Data for processing:
┄┄┄┄┄┄┄┄┄┄┄┄┄┄┄┄┄┄┄┄

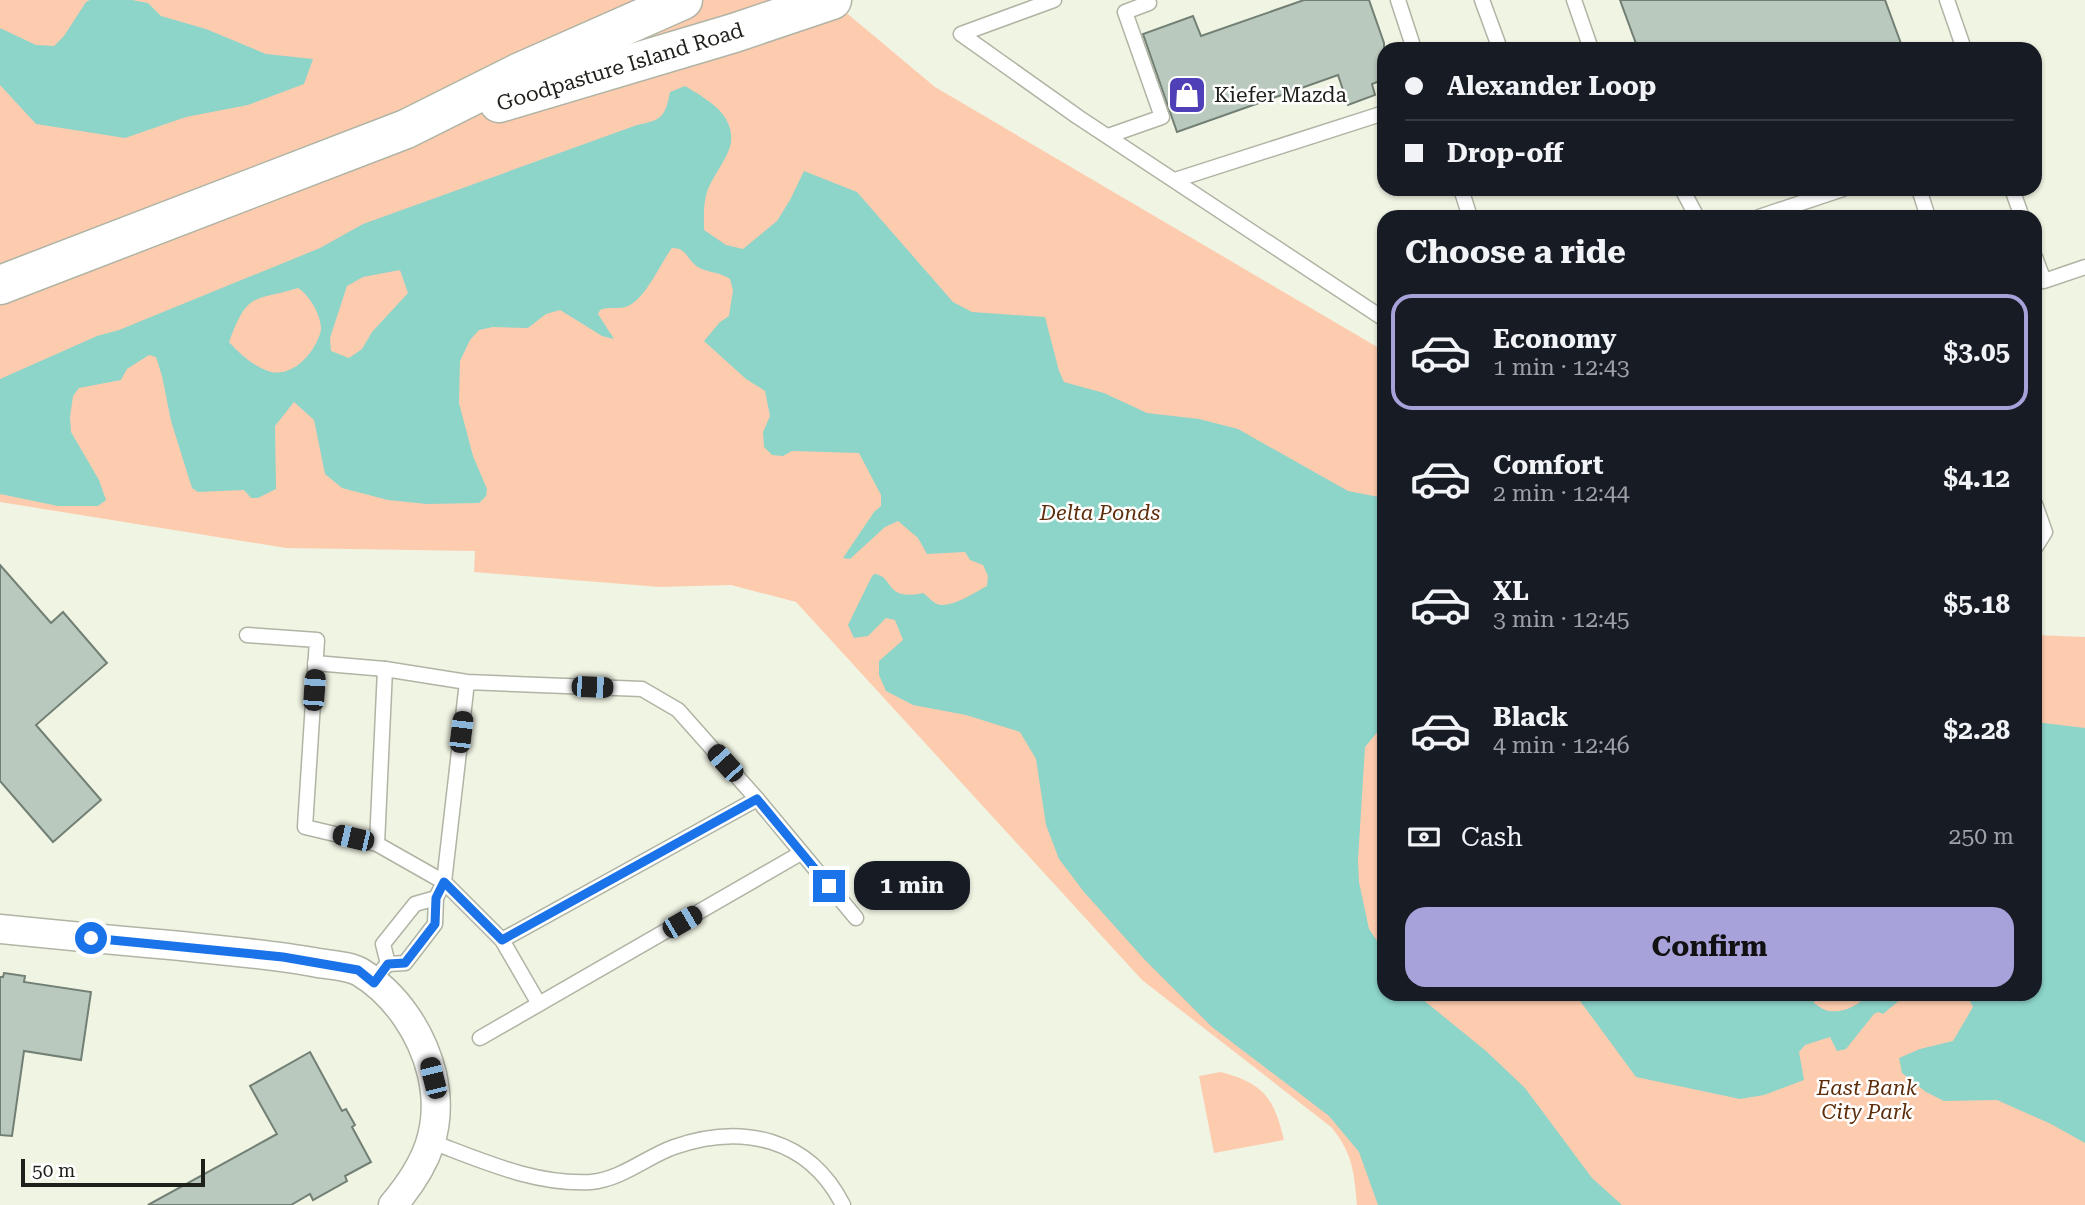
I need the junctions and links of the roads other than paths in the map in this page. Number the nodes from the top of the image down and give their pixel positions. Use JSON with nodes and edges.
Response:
{"nodes":[{"id":1,"x":683,"y":0,"type":"edge"},
{"id":2,"x":832,"y":0,"type":"edge"},
{"id":3,"x":1054,"y":0,"type":"edge"},
{"id":4,"x":1148,"y":0,"type":"edge"},
{"id":5,"x":1398,"y":0,"type":"edge"},
{"id":6,"x":1482,"y":0,"type":"edge"},
{"id":7,"x":1574,"y":0,"type":"edge"},
{"id":8,"x":1947,"y":0,"type":"edge"},
{"id":9,"x":1412,"y":42,"type":"edge"},
{"id":10,"x":1497,"y":42,"type":"edge"},
{"id":11,"x":1589,"y":42,"type":"edge"},
{"id":12,"x":1962,"y":42,"type":"edge"},
{"id":13,"x":1377,"y":115,"type":"edge"},
{"id":14,"x":406,"y":129,"type":"junction"},
{"id":15,"x":1108,"y":136,"type":"junction"},
{"id":16,"x":1175,"y":180,"type":"junction"},
{"id":17,"x":1822,"y":196,"type":"edge"},
{"id":18,"x":1780,"y":210,"type":"edge"},
{"id":19,"x":2085,"y":267,"type":"edge"},
{"id":20,"x":2042,"y":276,"type":"edge"},
{"id":21,"x":0,"y":285,"type":"edge"},
{"id":22,"x":1377,"y":314,"type":"edge"},
{"id":23,"x":247,"y":635,"type":"dead end"},
{"id":24,"x":316,"y":663,"type":"junction"},
{"id":25,"x":385,"y":669,"type":"junction"},
{"id":26,"x":467,"y":682,"type":"junction"},
{"id":27,"x":757,"y":799,"type":"junction"},
{"id":28,"x":377,"y":844,"type":"junction"},
{"id":29,"x":801,"y":853,"type":"junction"},
{"id":30,"x":444,"y":882,"type":"junction"},
{"id":31,"x":436,"y":898,"type":"junction"},
{"id":32,"x":856,"y":918,"type":"dead end"},
{"id":33,"x":0,"y":929,"type":"edge"},
{"id":34,"x":502,"y":940,"type":"junction"},
{"id":35,"x":381,"y":973,"type":"junction"},
{"id":36,"x":539,"y":1004,"type":"junction"},
{"id":37,"x":480,"y":1038,"type":"dead end"},
{"id":38,"x":432,"y":1142,"type":"junction"},
{"id":39,"x":393,"y":1205,"type":"edge"},
{"id":40,"x":843,"y":1205,"type":"edge"}],
"edges":[{"from":1,"to":14,"type":"main road","name":"Goodpasture Island Road"},
{"from":2,"to":14,"type":"main road","name":"Goodpasture Island Road"},
{"from":3,"to":15,"type":"lane"},
{"from":4,"to":15,"type":"lane"},
{"from":5,"to":9,"type":"lane"},
{"from":6,"to":10,"type":"lane"},
{"from":7,"to":11,"type":"lane"},
{"from":8,"to":12,"type":"lane"},
{"from":13,"to":16,"type":"lane"},
{"from":14,"to":21,"type":"main road","name":"Goodpasture Island Road"},
{"from":15,"to":16,"type":"lane"},
{"from":16,"to":22,"type":"lane"},
{"from":17,"to":18,"type":"lane"},
{"from":19,"to":20,"type":"lane"},
{"from":23,"to":24,"type":"lane"},
{"from":24,"to":25,"type":"lane"},
{"from":24,"to":28,"type":"lane"},
{"from":25,"to":26,"type":"lane"},
{"from":25,"to":28,"type":"lane"},
{"from":26,"to":27,"type":"lane"},
{"from":26,"to":30,"type":"lane"},
{"from":27,"to":29,"type":"lane"},
{"from":27,"to":34,"type":"lane"},
{"from":28,"to":30,"type":"lane"},
{"from":29,"to":32,"type":"lane"},
{"from":29,"to":36,"type":"lane"},
{"from":30,"to":31,"type":"lane"},
{"from":30,"to":34,"type":"lane"},
{"from":31,"to":35,"type":"lane"},
{"from":31,"to":35,"type":"lane"},
{"from":33,"to":35,"type":"street"},
{"from":34,"to":36,"type":"lane"},
{"from":35,"to":38,"type":"street"},
{"from":36,"to":37,"type":"lane"},
{"from":38,"to":39,"type":"street"},
{"from":38,"to":40,"type":"lane"}]}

┄┄┄┄┄┄┄┄┄┄┄┄┄┄┄┄┄┄┄┄

Description of the task: Go through the material above and return each line that holds the word "Island".

The completed task:
"edges":[{"from":1,"to":14,"type":"main road","name":"Goodpasture Island Road"},
{"from":2,"to":14,"type":"main road","name":"Goodpasture Island Road"},
{"from":14,"to":21,"type":"main road","name":"Goodpasture Island Road"},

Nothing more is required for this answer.